Operation Jericho
In 1943, the Gestapo rounded up many members of the French Resistance in northern France and consigned them to the Amiens prison. Word made it out that the Germans planned to liquidate their prisoners, starting with a mass execution of over 100 Resistance and political prisoners on February 19, 1944. A precision airstrike to breach the prison’s walls and allow the inmates an opportunity for a mass jailbreak was requested, and the RAF’s Second Tactical Air Force drew up plans for Operation Jericho.
Finding the prison was easy, as it was a conspicuous building with high walls in an open area adjacent to the long and straight Albert-Amiens road. The difficulty, in pre-smart bomb days, lay in dropping bombs to blast the outer walls and kill many guards, without destroying the prison and killing too many prisoners. It was accepted that some or many prisoners would die in the bombing, but it was reasoned that they were slated for execution anyhow, and the risk of death in a breakout attempt was better odds than the certainty of execution.
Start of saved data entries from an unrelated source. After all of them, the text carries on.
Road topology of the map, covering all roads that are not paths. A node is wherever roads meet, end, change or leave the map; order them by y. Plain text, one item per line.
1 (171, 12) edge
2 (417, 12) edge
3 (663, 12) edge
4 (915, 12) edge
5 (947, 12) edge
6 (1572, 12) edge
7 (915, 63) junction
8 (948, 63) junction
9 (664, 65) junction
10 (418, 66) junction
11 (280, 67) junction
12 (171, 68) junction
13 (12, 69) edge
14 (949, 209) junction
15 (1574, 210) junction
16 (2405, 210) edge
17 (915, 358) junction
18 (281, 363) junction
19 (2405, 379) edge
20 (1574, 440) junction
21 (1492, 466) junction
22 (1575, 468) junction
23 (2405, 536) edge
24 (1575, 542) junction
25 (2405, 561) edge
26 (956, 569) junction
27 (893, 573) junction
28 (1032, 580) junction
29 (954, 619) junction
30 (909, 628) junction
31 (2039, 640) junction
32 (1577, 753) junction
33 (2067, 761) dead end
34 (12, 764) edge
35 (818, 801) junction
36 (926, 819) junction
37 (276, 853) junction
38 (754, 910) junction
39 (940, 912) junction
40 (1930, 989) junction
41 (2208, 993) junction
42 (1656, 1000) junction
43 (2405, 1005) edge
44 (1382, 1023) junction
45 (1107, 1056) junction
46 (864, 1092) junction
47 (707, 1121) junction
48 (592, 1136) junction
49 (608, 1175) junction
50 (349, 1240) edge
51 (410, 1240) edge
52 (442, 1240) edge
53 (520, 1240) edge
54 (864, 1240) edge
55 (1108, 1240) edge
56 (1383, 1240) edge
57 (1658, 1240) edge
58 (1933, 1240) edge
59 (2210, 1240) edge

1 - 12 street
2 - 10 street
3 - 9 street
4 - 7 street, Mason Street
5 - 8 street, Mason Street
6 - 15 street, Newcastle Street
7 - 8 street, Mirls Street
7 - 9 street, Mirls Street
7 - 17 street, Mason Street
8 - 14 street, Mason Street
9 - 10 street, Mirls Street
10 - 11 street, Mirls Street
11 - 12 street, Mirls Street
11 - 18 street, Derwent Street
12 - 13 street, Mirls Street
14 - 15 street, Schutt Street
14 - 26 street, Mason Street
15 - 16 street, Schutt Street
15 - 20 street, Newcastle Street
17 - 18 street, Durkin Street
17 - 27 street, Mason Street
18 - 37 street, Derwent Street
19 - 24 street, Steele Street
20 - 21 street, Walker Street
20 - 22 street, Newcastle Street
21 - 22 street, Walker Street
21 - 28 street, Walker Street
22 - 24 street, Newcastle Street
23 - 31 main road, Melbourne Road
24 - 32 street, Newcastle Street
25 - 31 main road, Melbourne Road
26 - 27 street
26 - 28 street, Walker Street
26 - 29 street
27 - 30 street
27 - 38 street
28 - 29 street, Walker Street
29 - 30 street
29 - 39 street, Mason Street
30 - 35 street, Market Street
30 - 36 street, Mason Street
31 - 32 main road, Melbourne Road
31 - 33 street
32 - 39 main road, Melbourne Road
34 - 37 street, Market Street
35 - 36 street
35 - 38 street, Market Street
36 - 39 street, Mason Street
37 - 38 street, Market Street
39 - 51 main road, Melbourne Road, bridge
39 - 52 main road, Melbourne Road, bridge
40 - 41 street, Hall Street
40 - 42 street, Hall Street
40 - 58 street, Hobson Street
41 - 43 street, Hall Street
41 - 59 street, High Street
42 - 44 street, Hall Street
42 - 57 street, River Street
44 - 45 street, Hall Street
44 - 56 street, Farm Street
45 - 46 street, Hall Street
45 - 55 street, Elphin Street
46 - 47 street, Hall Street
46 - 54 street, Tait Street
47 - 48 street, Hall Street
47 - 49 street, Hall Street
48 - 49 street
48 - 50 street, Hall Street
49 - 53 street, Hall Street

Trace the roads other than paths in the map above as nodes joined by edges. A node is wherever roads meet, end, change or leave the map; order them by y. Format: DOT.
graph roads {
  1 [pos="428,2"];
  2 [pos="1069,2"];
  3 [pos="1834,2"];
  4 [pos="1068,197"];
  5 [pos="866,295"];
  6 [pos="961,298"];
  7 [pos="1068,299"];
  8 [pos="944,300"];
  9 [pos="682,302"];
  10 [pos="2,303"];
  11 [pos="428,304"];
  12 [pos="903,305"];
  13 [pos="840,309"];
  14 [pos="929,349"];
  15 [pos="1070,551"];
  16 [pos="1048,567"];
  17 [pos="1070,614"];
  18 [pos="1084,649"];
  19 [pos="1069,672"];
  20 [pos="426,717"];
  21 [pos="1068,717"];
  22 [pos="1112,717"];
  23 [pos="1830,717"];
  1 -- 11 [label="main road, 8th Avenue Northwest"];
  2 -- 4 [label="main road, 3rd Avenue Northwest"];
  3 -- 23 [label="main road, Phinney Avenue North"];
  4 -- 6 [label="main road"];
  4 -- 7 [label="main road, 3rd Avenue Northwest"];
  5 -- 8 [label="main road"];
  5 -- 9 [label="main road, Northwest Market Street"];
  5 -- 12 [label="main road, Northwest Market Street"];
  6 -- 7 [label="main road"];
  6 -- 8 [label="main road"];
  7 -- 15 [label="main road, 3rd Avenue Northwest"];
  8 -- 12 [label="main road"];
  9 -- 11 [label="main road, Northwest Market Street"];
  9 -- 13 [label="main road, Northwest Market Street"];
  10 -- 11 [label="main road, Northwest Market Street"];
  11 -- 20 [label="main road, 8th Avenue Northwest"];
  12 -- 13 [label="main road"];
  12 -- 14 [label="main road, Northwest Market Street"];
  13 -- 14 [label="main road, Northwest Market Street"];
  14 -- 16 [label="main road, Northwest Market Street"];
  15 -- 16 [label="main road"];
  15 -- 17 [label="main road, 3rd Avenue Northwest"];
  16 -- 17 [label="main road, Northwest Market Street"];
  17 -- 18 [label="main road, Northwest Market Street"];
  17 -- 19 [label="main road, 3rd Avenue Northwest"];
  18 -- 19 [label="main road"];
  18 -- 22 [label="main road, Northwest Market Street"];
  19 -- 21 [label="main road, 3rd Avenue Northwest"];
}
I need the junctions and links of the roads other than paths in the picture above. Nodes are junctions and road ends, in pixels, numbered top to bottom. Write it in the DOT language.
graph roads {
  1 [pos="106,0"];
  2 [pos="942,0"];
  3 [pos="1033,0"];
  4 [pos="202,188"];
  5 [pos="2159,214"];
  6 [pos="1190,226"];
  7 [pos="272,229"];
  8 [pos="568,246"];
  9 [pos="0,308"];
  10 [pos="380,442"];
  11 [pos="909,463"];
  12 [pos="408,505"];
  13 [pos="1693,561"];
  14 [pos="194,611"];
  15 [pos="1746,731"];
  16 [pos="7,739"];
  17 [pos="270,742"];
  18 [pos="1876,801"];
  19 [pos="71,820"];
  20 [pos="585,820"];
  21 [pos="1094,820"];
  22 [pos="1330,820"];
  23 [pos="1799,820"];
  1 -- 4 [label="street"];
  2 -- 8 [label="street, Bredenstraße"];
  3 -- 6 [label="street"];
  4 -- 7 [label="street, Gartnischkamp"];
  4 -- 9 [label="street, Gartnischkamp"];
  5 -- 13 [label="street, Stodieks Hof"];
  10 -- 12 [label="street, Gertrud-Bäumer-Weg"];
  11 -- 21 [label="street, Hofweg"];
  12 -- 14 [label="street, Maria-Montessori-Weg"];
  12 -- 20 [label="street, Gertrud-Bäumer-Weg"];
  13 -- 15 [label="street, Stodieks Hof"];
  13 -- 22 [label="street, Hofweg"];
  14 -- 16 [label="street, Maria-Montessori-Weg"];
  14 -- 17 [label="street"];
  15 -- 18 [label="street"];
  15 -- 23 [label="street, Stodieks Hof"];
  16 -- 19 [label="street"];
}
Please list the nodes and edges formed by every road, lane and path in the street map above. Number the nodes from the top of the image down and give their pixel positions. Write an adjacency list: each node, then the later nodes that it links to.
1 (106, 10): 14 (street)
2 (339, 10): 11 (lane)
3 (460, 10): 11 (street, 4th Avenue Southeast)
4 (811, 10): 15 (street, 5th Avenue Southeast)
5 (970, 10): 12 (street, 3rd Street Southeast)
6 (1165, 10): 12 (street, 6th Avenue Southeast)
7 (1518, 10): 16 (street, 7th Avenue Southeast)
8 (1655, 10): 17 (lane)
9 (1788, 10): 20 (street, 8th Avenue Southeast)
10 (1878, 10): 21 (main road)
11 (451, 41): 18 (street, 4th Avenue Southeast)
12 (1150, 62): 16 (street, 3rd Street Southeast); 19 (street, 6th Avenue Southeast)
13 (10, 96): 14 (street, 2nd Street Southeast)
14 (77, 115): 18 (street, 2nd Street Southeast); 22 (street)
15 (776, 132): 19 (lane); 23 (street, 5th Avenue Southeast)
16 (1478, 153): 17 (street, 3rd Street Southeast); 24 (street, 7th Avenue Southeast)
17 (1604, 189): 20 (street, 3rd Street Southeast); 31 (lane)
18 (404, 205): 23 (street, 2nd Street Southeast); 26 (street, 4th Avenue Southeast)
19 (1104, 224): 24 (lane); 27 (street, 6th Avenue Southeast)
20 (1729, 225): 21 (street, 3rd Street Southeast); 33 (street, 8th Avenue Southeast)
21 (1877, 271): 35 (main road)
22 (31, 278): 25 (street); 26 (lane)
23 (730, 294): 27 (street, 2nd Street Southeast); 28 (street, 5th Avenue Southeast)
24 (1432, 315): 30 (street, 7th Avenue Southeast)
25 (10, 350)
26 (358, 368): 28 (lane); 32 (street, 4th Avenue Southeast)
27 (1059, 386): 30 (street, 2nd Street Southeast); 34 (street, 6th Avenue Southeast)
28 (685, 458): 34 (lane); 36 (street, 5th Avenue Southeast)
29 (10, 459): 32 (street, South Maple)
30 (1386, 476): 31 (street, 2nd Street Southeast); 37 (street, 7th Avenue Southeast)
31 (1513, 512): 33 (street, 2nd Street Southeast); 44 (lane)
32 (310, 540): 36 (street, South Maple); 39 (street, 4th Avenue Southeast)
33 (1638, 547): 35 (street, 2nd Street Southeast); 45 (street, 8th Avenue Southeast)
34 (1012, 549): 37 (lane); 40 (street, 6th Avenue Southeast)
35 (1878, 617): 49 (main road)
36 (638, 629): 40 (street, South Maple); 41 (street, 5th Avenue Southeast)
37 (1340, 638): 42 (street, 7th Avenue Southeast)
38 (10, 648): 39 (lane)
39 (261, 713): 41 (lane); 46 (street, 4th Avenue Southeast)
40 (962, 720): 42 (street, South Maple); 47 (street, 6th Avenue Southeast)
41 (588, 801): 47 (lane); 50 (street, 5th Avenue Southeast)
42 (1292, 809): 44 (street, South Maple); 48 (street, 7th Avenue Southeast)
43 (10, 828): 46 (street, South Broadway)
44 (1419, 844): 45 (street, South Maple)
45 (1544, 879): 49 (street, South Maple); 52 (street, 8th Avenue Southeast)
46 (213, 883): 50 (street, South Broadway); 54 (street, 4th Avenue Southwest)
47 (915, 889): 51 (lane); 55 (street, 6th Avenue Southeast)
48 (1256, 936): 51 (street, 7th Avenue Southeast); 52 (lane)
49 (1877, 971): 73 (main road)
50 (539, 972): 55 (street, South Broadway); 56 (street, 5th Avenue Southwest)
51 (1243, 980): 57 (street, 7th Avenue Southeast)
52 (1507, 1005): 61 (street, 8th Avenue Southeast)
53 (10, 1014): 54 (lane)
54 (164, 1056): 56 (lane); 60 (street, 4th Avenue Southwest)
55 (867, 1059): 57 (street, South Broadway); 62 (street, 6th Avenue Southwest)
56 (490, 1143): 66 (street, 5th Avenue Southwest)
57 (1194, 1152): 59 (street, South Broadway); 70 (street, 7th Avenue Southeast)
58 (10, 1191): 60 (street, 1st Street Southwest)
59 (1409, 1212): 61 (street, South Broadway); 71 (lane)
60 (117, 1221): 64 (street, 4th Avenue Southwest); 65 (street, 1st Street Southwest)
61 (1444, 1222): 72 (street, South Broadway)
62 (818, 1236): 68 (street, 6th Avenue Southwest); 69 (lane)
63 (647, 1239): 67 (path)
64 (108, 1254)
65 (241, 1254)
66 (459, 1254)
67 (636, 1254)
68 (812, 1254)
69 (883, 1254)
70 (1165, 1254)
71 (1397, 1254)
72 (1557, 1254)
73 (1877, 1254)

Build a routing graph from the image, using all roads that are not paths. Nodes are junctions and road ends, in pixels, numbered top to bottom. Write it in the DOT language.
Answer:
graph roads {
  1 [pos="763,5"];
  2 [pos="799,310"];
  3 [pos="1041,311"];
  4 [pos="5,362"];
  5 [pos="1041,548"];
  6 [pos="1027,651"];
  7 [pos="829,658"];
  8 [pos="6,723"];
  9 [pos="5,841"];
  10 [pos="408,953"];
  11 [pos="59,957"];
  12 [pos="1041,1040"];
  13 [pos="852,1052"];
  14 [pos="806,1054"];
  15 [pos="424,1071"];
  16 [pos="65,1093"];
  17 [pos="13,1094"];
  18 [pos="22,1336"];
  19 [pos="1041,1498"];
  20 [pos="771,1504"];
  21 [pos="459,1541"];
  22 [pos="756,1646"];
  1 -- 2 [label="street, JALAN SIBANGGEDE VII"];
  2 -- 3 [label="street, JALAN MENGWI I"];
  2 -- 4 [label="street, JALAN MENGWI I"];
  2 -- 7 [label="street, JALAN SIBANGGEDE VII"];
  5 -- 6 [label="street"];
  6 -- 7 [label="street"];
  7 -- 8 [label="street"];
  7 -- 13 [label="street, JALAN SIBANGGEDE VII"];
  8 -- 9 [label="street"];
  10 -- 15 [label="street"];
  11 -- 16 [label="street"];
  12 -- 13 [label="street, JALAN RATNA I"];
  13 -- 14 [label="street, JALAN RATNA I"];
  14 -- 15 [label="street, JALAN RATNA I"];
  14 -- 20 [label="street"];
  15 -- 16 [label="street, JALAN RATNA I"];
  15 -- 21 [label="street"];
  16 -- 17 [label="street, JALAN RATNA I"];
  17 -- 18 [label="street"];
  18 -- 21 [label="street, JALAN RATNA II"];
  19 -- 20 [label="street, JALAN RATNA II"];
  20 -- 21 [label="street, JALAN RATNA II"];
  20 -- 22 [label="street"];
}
Planners determined that the plane most suitable for such precision work was the de Havilland Mosquito. Poor weather kept delaying the mission, but on February 18, 1944, one day before the scheduled mass executions, it was finally now or never. Notwithstanding heavy snow and fog, eighteen Mosquitoes took off from southern England and linked up with escorting Typhoon fighters over the English Channel. Flying low, the attackers took a circuitous route until they reached the town of Albert to the northeast of Amiens, then followed the long and straight Albert-Amiens road to approach the prison from that direction.
The plan was for the leading Mosquitoes to bomb and breach the prison’s outer walls, followed by other Mosquitoes bombing the guard barracks and cafeteria. The raid was timed for lunchtime, to catch as many German guards as possible as they sat dining. The raiders arrived at noon, and dropping 500 lbs bombs with delayed fuses to allow the Mosquitoes to fly out of the blast zone before detonation, successfully breached the outer walls. Then the guardhouse was struck and destroyed, killing its occupants along with collateral damage prisoners in the vicinity. Once prisoners were observed pouring out of the breached walls, the raiders departed and flew back home.
The mission was a tactical success, although the results were mixed: the bombing was pinpoint accurate by the standards of the day, and the walls were successfully breached, allowing the prisoners an opportunity for a jailbreak. At the cost of three Mosquitoes and two Typhoons, 50 Germans were killed, but so were 107 of the 717 prisoners. 258 prisoners did escape, but 182 were recaptured. Controversy erupted after the war when some in the Resistance disputed that they had requested the bombing. Additionally, no evidence emerged that the Germans had planned mass executions of the Amiens prisoners.